Every line below containing the word "Edenholme" should be found and copied.
= = = =
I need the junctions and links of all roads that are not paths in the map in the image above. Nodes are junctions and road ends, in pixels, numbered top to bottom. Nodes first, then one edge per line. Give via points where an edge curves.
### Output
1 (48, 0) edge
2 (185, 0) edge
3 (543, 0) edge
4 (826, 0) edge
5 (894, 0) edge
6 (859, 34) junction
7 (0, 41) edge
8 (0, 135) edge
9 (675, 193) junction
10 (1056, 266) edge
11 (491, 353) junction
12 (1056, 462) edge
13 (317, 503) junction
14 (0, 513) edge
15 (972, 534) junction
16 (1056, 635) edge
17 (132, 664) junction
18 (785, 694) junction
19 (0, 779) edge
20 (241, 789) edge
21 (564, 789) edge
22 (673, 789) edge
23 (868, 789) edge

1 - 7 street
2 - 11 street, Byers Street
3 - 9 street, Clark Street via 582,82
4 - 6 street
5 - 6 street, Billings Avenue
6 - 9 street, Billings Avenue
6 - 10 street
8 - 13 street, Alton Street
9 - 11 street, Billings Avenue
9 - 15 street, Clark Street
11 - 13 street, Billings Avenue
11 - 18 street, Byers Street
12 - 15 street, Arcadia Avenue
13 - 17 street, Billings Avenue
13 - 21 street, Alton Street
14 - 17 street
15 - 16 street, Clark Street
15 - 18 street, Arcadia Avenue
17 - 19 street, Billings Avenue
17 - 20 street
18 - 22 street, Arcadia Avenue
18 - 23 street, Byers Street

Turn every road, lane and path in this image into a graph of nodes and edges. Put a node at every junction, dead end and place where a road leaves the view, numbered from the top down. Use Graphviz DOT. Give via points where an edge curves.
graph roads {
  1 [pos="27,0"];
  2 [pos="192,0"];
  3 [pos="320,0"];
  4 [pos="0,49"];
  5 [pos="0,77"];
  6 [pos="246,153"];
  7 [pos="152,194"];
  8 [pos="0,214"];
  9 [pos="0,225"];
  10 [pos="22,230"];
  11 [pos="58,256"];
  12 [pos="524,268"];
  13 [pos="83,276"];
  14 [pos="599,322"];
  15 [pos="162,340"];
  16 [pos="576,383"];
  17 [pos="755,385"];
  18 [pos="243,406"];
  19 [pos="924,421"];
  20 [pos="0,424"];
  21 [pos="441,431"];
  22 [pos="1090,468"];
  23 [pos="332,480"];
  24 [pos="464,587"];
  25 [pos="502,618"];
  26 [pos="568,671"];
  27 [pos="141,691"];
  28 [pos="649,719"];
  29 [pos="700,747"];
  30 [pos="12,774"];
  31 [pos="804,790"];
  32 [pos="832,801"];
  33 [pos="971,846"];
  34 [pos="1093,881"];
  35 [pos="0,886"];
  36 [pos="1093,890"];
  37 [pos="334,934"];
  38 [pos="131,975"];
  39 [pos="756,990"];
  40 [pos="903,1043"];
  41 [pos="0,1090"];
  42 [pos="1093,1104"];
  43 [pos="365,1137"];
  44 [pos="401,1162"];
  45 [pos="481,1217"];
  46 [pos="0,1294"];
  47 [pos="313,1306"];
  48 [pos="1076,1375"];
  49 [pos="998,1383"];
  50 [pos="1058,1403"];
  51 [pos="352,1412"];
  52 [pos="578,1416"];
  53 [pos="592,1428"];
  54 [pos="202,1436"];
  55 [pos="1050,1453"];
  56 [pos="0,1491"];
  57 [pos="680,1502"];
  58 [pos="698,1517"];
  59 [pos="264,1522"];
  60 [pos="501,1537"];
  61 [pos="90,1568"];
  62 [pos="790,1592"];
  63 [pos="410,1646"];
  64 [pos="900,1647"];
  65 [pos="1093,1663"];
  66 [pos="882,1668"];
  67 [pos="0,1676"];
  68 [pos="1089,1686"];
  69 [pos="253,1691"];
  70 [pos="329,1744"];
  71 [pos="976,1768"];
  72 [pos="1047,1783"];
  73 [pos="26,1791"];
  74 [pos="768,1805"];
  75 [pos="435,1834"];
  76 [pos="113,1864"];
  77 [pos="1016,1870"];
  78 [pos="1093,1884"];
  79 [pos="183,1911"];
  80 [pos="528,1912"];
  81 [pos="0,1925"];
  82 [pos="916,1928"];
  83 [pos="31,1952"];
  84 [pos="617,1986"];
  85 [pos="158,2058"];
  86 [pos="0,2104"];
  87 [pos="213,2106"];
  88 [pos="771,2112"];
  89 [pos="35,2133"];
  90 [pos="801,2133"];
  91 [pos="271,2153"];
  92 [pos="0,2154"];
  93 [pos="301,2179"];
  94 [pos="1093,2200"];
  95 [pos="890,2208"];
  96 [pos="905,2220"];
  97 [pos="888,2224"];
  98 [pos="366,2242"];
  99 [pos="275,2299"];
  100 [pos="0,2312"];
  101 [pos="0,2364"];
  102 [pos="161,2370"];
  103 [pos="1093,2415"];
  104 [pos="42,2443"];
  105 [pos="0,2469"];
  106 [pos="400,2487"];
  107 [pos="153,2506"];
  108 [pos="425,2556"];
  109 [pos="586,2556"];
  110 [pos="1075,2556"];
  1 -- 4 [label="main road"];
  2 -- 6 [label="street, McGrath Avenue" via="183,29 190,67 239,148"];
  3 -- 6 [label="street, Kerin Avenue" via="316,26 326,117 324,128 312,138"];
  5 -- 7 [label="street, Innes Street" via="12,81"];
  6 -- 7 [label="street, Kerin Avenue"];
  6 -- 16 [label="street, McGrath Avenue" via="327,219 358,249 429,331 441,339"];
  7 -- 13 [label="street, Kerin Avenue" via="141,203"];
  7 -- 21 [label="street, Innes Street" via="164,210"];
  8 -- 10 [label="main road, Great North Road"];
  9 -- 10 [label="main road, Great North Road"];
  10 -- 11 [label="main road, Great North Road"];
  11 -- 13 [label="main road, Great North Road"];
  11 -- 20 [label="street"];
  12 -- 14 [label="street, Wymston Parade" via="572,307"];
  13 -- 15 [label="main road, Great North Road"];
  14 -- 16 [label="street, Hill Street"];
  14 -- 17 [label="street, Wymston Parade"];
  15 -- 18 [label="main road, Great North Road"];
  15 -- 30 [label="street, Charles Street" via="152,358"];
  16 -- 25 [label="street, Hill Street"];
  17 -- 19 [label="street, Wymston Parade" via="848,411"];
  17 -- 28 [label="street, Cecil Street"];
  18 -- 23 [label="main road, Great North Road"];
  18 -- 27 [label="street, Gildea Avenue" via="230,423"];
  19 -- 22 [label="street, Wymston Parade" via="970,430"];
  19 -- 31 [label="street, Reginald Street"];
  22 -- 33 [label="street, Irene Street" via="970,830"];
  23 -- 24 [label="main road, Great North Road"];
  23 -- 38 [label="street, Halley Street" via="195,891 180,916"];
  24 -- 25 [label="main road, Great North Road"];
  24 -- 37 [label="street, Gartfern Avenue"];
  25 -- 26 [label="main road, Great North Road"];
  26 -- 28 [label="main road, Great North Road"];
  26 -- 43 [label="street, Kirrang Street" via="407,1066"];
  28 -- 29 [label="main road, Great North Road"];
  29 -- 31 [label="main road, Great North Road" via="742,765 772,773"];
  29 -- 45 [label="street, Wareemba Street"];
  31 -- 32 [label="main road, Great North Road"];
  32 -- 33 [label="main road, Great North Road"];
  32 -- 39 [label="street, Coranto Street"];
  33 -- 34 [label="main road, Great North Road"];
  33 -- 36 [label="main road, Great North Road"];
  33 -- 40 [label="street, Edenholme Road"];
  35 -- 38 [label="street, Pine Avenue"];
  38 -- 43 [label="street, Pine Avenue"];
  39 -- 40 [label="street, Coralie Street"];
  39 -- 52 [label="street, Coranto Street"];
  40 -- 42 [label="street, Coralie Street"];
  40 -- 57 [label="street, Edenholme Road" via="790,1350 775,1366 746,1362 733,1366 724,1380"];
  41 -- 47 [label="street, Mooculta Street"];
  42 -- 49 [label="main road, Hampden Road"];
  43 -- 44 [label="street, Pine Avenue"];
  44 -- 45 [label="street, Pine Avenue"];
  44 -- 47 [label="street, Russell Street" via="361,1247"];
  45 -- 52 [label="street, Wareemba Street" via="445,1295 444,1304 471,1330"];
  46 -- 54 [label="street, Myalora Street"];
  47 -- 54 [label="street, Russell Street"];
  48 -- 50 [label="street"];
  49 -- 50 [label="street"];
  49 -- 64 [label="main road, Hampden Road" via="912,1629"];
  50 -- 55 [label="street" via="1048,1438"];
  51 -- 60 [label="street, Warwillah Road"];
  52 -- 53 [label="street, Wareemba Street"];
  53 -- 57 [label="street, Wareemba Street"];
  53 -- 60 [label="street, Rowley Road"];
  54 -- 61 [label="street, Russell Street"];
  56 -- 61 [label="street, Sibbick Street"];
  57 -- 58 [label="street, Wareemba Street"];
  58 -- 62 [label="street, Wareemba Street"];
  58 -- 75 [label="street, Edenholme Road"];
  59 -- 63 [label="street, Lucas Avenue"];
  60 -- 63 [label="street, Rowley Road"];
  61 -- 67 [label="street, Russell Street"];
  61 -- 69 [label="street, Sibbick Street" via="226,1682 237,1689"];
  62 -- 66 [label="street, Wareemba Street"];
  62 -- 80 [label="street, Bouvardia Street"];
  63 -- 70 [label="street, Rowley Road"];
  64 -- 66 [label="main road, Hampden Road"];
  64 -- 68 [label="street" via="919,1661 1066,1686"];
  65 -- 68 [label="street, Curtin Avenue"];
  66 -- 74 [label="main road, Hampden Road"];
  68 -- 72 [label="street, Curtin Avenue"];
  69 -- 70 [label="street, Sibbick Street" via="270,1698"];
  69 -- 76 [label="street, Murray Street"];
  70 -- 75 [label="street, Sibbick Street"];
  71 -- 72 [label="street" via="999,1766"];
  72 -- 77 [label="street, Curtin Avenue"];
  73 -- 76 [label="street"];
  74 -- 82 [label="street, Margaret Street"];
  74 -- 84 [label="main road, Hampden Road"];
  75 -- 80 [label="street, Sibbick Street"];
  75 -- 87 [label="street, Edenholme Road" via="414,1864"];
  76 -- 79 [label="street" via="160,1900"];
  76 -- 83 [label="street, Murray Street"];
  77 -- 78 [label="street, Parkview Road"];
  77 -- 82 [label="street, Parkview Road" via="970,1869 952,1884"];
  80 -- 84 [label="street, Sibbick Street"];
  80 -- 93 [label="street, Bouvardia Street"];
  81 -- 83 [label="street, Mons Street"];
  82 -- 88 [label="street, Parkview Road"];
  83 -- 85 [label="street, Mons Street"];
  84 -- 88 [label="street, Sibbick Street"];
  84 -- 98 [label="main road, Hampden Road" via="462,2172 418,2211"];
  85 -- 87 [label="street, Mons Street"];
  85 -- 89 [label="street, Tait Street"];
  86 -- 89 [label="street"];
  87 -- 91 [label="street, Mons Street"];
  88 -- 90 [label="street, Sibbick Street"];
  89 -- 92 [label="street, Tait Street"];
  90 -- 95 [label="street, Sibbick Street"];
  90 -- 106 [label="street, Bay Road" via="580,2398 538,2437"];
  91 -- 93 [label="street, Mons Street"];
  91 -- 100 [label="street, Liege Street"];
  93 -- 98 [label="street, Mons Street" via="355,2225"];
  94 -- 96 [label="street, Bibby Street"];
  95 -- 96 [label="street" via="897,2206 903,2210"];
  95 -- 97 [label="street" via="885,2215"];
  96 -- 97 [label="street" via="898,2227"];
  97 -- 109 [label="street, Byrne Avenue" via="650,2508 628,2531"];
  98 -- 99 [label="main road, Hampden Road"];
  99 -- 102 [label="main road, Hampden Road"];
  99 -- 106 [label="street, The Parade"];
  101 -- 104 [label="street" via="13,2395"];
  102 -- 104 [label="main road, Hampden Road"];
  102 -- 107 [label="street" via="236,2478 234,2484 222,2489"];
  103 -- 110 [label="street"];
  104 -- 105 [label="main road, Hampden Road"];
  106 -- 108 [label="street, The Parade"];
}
= = = =
Output:
  33 -- 40 [label="street, Edenholme Road"];
  40 -- 57 [label="street, Edenholme Road" via="790,1350 775,1366 746,1362 733,1366 724,1380"];
  58 -- 75 [label="street, Edenholme Road"];
  75 -- 87 [label="street, Edenholme Road" via="414,1864"];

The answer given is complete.